Exactly one year ago, the world learned about the militant group known today as the Islamic State. The group — which is also known as ISIS and ISIL — had been in existence for months when al-Qaeda cut ties with it. Apparently, the Islamist State was too extreme even for the masterminds of the Sept. 11, 2001, attacks.
The event that put the Islamic State on the map for many was the capture of the largest city in northern Iraq.
On June 10, 2014, Iraqi forces were run out of Mosul by the Islamic State in a surprise onslaught, forcing the world to face up to the potent threat posed by the group.
In January, six months before the attack on Mosul: At the time, the Islamic State was still a part of al-Qaeda in Syria and Iraq, and the group had major operations in Raqqa, Mosul and Ramadi.
A month later, the Islamic State was kicked out of Jabhat al-Nusra, the al-Qaeda affiliate in Syria. After the separation, the Islamic State took control of the Syrian city of Raqqa and the Iraqi city of Fallujah. Raqqa became the group's de facto capital.

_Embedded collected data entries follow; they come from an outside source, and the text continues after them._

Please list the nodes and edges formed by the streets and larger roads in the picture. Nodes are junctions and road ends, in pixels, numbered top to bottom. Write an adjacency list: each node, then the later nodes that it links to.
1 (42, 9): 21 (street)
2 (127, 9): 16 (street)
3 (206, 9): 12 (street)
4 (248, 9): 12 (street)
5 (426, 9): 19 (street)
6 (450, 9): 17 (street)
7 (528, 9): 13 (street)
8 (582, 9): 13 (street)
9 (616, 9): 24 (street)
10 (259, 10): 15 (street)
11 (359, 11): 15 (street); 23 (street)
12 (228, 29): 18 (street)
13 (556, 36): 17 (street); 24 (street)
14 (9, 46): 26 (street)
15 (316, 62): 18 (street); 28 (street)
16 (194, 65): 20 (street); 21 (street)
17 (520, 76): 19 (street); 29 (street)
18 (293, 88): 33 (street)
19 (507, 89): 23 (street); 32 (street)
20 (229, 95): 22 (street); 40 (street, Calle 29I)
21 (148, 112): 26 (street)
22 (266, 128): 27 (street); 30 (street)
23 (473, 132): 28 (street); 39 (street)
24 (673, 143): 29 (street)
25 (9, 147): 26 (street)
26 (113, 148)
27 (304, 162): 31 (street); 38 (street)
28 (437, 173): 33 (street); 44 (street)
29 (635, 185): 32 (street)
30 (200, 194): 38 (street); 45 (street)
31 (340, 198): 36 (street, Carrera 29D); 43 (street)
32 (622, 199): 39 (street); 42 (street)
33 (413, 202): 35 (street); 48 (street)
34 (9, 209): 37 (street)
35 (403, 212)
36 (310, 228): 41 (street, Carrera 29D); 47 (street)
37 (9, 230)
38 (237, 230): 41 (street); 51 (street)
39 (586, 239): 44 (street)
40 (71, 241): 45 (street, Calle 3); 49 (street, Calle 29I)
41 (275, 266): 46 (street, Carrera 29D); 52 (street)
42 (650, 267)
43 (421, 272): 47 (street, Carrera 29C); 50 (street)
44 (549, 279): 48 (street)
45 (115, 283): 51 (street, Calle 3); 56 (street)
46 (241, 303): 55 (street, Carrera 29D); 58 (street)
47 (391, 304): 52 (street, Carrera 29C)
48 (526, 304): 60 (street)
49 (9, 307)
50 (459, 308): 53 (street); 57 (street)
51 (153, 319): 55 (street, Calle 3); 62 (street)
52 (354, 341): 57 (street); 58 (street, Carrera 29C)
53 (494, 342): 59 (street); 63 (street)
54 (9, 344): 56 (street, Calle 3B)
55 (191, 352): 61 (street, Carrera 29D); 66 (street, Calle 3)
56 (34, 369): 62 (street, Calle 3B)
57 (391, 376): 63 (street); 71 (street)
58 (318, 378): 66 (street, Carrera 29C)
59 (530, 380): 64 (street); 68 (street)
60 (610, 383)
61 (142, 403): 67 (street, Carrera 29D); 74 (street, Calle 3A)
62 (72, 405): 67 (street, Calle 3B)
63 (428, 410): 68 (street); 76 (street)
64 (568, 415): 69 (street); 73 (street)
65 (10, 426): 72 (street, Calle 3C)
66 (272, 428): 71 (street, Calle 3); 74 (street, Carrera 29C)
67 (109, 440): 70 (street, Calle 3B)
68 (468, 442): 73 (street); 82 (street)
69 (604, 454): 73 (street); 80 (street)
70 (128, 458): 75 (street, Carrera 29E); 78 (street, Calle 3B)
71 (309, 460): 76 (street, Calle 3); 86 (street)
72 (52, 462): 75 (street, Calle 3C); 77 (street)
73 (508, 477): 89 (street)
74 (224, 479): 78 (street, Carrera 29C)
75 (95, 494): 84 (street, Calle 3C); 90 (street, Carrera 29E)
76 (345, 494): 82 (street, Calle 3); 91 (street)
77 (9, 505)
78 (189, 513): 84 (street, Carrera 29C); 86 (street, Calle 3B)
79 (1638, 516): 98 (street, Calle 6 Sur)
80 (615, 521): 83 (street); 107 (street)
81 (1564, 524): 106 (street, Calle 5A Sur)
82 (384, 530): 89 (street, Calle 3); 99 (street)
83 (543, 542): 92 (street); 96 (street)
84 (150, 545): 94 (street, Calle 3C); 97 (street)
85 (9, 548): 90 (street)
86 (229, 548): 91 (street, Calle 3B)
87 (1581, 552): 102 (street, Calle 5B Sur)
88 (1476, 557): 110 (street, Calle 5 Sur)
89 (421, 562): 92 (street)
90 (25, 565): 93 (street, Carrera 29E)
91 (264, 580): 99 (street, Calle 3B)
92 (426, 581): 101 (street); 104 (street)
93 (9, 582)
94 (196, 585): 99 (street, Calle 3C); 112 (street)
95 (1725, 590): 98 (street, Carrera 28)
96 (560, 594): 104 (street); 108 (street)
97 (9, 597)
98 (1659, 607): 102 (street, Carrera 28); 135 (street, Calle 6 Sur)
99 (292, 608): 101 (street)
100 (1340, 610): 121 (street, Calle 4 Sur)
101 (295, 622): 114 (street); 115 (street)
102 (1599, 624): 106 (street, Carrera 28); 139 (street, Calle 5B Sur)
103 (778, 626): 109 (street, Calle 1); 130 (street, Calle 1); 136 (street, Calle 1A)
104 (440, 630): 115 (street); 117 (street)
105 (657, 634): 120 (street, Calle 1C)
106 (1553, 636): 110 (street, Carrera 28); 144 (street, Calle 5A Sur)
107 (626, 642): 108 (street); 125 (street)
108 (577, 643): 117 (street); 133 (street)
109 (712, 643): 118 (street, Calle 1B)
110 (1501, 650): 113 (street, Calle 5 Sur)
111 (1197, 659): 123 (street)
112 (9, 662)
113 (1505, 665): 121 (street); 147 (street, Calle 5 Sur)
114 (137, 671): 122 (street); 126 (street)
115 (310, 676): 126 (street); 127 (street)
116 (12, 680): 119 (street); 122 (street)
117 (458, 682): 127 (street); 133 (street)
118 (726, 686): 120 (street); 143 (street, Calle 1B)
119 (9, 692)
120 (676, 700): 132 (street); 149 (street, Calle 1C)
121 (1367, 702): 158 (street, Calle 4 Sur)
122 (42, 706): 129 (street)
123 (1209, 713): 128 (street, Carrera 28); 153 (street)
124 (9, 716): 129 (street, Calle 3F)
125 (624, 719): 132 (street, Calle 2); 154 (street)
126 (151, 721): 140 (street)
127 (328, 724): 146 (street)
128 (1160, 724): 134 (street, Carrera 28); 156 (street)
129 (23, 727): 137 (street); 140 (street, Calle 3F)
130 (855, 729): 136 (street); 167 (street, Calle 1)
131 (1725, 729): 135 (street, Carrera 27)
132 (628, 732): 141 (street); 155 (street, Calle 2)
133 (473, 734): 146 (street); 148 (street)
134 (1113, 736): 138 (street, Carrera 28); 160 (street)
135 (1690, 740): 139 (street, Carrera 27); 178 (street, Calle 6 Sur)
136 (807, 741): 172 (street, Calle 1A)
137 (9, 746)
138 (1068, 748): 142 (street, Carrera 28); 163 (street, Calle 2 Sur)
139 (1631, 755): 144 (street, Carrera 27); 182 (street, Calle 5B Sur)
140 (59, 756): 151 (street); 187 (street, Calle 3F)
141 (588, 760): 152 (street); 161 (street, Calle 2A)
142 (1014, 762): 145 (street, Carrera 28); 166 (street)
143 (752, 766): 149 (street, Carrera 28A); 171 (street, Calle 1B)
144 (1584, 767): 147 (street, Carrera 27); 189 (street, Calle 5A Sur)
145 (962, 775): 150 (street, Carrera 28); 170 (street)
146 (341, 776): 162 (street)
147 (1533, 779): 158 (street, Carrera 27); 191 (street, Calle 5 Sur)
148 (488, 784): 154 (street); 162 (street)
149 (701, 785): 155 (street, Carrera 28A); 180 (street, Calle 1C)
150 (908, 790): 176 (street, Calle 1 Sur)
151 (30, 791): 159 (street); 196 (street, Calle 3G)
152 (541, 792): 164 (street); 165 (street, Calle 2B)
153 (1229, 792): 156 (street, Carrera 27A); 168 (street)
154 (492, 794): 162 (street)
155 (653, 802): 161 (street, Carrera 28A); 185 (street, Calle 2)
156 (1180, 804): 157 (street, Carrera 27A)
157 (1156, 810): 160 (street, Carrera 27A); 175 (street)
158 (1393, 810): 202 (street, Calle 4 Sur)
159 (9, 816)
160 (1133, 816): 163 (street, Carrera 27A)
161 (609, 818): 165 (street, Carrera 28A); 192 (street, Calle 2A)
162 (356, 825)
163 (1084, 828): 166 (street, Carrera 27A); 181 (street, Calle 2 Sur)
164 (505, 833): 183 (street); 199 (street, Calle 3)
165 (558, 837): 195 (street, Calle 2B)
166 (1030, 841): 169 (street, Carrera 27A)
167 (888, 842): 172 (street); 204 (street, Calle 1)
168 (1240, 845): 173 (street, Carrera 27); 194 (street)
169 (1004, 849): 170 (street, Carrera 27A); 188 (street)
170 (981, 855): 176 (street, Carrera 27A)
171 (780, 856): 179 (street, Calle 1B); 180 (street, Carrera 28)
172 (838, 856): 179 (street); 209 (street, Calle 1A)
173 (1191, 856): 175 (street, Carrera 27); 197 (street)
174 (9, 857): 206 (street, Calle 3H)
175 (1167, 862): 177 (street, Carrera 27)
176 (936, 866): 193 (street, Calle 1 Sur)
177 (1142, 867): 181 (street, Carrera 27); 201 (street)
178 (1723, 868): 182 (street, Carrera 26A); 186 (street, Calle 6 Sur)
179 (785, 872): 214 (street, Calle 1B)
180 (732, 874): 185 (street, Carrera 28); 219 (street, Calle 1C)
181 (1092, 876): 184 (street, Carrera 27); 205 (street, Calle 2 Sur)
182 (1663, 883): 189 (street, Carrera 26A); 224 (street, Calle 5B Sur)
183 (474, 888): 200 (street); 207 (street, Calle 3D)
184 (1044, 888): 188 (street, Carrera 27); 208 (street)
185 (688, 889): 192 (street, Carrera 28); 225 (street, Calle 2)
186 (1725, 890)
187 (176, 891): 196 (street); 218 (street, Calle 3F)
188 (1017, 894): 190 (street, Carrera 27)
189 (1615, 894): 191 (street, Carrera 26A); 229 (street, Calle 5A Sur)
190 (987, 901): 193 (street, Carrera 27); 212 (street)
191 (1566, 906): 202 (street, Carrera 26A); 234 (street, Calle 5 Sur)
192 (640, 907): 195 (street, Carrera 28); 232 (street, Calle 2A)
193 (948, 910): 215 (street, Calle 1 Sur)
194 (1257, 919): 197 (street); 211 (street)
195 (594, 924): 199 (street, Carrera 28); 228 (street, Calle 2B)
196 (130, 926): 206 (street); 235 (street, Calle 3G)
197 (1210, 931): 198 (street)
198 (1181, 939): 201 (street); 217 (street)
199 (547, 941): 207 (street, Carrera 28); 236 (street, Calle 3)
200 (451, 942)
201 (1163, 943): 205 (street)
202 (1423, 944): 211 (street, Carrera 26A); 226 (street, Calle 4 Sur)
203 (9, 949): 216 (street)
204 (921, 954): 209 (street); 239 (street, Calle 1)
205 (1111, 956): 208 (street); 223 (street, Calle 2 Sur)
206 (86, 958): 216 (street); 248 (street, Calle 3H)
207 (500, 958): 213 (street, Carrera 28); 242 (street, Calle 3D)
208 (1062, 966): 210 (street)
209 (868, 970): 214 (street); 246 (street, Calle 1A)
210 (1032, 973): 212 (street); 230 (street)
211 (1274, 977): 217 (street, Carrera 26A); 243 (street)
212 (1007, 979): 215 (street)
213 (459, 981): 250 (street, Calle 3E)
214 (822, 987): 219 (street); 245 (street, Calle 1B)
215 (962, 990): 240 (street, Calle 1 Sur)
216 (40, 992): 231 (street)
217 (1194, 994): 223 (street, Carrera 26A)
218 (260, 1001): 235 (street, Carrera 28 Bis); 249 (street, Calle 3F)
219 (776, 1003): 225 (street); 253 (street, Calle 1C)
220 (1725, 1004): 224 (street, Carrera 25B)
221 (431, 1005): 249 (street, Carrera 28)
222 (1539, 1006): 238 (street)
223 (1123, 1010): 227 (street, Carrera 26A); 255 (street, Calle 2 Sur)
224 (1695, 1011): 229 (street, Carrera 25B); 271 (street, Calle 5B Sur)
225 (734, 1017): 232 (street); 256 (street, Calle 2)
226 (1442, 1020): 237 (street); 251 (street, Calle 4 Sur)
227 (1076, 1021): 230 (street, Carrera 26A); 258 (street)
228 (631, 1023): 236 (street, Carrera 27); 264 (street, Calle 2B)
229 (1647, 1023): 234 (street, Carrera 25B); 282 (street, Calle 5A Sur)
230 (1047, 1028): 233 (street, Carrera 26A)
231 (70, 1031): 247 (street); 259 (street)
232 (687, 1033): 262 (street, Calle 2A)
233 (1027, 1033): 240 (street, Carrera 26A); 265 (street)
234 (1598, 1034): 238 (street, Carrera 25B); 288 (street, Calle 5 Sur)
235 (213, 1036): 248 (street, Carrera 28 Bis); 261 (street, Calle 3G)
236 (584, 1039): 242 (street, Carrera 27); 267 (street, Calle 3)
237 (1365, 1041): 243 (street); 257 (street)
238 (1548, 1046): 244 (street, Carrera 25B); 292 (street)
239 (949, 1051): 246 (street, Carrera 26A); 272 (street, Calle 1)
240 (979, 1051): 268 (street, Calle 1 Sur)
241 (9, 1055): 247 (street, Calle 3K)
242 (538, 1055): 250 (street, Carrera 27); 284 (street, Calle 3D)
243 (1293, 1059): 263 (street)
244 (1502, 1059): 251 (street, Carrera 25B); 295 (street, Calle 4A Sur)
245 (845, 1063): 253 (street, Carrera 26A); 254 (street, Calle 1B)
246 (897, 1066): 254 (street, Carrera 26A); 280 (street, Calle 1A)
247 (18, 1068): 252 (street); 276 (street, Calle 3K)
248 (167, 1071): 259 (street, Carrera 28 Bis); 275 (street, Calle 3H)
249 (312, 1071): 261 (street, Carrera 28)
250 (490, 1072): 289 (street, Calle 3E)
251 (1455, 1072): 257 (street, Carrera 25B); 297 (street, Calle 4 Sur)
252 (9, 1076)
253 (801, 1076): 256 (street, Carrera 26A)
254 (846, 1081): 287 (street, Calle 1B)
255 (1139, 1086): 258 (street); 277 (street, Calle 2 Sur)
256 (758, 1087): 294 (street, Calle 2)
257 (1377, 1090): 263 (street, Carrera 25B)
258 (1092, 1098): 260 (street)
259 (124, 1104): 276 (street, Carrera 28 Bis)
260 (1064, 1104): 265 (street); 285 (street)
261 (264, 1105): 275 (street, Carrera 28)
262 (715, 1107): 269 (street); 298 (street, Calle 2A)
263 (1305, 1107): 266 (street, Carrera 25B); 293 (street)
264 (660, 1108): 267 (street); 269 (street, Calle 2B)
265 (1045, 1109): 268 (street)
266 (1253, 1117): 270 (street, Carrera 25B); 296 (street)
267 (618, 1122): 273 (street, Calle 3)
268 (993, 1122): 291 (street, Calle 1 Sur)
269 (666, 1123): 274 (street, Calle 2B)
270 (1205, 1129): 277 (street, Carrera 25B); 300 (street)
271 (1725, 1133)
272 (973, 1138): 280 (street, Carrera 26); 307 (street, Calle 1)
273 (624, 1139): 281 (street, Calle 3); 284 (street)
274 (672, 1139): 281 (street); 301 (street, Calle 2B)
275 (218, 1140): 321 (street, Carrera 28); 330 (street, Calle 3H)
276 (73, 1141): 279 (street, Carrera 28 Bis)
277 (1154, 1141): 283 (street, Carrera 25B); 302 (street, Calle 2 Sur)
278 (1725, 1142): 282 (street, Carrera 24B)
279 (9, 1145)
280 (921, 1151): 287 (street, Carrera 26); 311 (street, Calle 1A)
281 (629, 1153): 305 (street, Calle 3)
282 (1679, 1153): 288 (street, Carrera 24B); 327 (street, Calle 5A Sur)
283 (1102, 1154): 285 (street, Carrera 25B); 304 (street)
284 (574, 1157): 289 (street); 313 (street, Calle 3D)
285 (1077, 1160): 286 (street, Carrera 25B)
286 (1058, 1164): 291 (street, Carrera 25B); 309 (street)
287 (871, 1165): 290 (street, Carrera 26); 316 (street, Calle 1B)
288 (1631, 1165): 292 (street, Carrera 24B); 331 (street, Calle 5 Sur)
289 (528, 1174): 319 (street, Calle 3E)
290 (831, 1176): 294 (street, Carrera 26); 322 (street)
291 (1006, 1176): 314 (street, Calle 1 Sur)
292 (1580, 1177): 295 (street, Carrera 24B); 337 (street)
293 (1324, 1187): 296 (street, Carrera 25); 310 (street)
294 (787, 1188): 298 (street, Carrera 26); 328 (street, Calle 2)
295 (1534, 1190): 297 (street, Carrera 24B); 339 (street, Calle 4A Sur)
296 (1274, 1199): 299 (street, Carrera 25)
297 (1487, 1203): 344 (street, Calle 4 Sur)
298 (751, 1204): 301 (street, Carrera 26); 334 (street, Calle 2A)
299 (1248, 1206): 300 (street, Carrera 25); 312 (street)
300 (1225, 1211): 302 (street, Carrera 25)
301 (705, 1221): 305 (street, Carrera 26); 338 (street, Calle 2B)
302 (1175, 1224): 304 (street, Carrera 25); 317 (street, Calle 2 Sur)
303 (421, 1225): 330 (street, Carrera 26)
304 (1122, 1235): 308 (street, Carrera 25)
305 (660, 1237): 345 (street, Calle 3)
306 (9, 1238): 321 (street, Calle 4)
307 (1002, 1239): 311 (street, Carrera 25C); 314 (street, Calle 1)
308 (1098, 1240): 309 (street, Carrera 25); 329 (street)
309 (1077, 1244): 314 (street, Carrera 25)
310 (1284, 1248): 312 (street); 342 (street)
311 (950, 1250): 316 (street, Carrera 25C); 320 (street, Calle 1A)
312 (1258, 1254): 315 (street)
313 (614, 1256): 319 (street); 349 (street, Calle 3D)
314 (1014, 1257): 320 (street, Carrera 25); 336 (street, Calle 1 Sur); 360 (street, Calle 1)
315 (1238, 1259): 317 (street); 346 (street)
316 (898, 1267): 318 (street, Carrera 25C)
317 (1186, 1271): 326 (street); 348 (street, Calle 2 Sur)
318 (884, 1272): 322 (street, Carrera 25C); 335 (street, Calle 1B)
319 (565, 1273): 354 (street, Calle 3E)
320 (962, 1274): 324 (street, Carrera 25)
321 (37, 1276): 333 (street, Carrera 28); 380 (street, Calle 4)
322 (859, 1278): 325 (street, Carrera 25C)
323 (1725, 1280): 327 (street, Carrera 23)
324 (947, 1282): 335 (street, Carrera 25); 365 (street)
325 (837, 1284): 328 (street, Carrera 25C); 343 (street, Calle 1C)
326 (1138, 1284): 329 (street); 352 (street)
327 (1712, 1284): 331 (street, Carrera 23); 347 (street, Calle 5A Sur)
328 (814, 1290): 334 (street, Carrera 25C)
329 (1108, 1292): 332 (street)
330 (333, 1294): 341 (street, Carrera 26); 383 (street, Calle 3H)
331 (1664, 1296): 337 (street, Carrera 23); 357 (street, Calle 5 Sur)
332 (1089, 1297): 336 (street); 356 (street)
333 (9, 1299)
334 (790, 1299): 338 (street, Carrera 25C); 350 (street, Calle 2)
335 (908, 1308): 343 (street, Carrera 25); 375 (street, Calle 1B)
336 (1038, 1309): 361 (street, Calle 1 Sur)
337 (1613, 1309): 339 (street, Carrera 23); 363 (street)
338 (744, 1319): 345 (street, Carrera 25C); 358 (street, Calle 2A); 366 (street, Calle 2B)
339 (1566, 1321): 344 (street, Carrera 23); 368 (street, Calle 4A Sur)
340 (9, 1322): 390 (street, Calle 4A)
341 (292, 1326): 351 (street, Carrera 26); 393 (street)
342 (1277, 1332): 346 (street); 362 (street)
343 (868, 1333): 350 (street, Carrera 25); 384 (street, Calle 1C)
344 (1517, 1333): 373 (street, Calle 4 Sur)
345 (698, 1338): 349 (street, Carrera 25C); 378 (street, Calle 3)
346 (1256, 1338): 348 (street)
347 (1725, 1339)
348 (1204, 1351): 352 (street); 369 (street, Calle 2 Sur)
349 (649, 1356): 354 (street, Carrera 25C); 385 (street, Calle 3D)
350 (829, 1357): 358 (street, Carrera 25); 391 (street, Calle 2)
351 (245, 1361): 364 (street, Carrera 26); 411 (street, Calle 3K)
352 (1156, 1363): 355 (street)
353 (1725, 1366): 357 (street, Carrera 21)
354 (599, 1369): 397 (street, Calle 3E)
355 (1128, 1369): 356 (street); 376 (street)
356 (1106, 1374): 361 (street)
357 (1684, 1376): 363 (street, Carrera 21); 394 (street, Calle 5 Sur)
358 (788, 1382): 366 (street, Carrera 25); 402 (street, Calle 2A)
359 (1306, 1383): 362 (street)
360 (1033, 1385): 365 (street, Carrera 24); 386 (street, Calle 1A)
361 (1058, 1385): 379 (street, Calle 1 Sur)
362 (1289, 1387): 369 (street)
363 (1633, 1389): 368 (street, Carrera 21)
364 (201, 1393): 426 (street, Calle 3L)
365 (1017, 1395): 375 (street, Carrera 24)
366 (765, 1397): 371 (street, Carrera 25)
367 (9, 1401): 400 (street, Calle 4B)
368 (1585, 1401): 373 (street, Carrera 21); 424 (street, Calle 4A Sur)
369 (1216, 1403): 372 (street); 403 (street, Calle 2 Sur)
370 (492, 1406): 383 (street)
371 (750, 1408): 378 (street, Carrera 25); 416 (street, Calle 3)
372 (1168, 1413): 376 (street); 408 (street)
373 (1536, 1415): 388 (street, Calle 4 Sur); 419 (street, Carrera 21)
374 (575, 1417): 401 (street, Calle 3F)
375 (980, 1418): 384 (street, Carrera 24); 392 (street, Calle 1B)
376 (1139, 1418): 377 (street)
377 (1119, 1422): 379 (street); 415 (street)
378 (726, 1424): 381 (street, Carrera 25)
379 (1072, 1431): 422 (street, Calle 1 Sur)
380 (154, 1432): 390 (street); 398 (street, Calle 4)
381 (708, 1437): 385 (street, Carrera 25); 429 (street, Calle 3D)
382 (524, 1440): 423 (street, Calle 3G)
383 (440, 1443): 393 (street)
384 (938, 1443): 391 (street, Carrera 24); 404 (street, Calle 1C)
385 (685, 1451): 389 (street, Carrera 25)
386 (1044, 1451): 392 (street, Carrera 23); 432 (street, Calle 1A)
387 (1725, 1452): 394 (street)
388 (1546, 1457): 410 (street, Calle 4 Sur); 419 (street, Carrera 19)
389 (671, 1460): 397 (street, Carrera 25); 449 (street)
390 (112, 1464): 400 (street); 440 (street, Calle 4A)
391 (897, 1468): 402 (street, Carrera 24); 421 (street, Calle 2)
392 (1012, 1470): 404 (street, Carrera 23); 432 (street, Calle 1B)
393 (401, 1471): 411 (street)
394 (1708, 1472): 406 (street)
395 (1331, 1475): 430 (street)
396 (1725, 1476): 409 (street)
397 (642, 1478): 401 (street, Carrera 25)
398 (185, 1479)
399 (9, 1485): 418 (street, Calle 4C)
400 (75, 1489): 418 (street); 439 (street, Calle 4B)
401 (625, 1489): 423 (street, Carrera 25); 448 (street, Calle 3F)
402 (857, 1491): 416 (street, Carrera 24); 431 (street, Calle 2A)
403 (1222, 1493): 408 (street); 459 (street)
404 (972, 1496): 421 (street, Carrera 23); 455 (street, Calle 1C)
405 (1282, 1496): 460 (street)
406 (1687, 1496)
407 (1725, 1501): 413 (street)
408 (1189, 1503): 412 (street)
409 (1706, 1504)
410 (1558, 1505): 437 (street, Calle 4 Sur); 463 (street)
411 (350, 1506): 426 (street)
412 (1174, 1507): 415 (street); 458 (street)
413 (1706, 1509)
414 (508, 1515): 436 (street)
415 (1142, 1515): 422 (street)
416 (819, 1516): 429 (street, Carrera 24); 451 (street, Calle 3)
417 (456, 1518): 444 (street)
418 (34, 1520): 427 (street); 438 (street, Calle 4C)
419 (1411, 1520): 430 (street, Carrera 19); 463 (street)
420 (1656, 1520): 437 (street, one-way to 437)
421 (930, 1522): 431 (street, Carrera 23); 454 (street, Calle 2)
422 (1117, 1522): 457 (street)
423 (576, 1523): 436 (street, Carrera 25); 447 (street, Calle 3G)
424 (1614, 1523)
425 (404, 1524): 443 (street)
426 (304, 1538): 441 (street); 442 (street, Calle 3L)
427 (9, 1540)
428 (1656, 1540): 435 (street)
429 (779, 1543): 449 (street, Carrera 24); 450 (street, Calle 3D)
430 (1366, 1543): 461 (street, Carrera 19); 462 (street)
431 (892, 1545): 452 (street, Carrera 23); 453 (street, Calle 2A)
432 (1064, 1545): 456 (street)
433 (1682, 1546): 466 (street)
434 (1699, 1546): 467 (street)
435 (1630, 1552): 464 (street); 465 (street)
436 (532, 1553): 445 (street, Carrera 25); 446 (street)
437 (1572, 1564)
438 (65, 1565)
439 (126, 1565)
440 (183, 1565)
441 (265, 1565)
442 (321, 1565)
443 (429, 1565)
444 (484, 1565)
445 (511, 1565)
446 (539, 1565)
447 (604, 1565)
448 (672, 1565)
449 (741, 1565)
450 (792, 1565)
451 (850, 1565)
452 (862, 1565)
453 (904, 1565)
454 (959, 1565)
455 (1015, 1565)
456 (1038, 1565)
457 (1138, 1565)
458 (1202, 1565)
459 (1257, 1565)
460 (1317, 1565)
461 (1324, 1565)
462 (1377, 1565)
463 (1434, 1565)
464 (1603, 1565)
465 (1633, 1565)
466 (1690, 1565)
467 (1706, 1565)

Six months later came the capture of Mosul. Although the Islamic State had already asserted control over Fallujah and some other cities in Iraq, it was the group's seizure of Mosul that really caused the world to take it seriously.
Mosul was not only one of Iraq's biggest cities but was also a "bigger and more important prize" than Fallujah, wrote The Post's Liz Sly, and it was "located at a strategically vital intersection on routes linking Iraq to Turkey and Syria."
The loss of Mosul also demonstrated the many weaknesses of Iraq's security forces and was a contributing factor to the downfall of Prime Minister Nouri al-Maliki following April 2014 parliamentary elections. Months after the city fell, Maliki stepped aside as the leader of Iraq.
This map, published last June, shows how sudden the rise of the Islamic State really was — the extremists had already captured a handful of cities east of Baghdad. By June, they had captured some major cities in the north, including Tikrit, the home town of Saddam Hussein.
The Islamic State's brutal campaign against a group called the Yazidis pushed the United States and others to intervene against the Islamic State.
As the extremists advanced farther north in Iraq, the Yazidis, a minority group that lived in the Sinjar region, were forced to flee their homes. Some Yazidis were killed, but others were stranded on Mount Sinjar, dying of hunger and thirst. On Aug. 7, President Obama called the situation a "potential act of genocide" and said the United States and its allies would intervene militarily in Iraq.
August — October: After the Yazidi crisis, U.S.-led airstrikes hit Islamic State strongholds.
Although the airstrikes targeted major battlegrounds, they didn't stop the flow of foreign fighters into Iraq and Syria. According to an article published in October:
More than 1,000 foreign fighters are streaming into Syria each month, a rate that has so far been unchanged by airstrikes against the Islamic State and efforts by other countries to stem the flow of departures.
If you look closely, the U.S.-led airstrikes were heavily bombarding the Mosul Dam area. The aim was to combat a key Islamic State tactic: The group captures dams and water routes to cut off supplies to villages and "bolster their claim that they are building an actual state."
This map shows the dams the extremists controlled:
January: The Islamic State finally loses the Syrian border town of Kobane.
After four months of intense clashes, the key town along Syria's border with Turkey was taken by Kurdish forces.
The loss was seen as a major blow to the extremists as it closed a key entry point to Turkey. It also was a key win for U.S. and Arab forces as "nearly 75 percent of 954 strikes in Syria by U.S. and Arab warplanes since September — the vast majority of them by the United States — have targeted the area in and around Kobane."
February: The militants are in danger of losing a major supply route.
A route connecting the militants' two major cities — Raqqa and Mosul — was in danger of getting cut by coalition strikes.
It is still unclear whether Kurdish forces were able to seize parts of the route, but the fighting along the supply line continues.
After months of battles, the extremists finally lost a major city after U.S.-led airstrikes and Iranian-backed militias launched an initiative to reclaim the town, about 110 miles northwest of Baghdad.
This was the "first time that Iraqi security forces have wrested back a major population center from the militant group, boosting hopes for an offensive targeting the larger city of Mosul." Although Mosul is still in the hands of the militants, Tikrit appears to be under the control of the Iraqi government.
May: The Islamic State's disturbingly successful week.
After the extremists faced a series of setbacks, they claimed complete control of Ramadi in Iraq and Palmyra in Syria, showing both the "Iraqi army's weaknesses and the militant group's growing power."
Despite continued clashes with opposition forces in Iraq and Syria, the Islamic State has increased its presence far beyond the region by affiliating with extremists in Libya, Boko Haram in Nigeria and factions in Saudi Arabia.
Although many groups have pledged allegiance to the Islamic State, only a few have been accepted into its fold. The Islamic State is particular about whom to count as part of its network.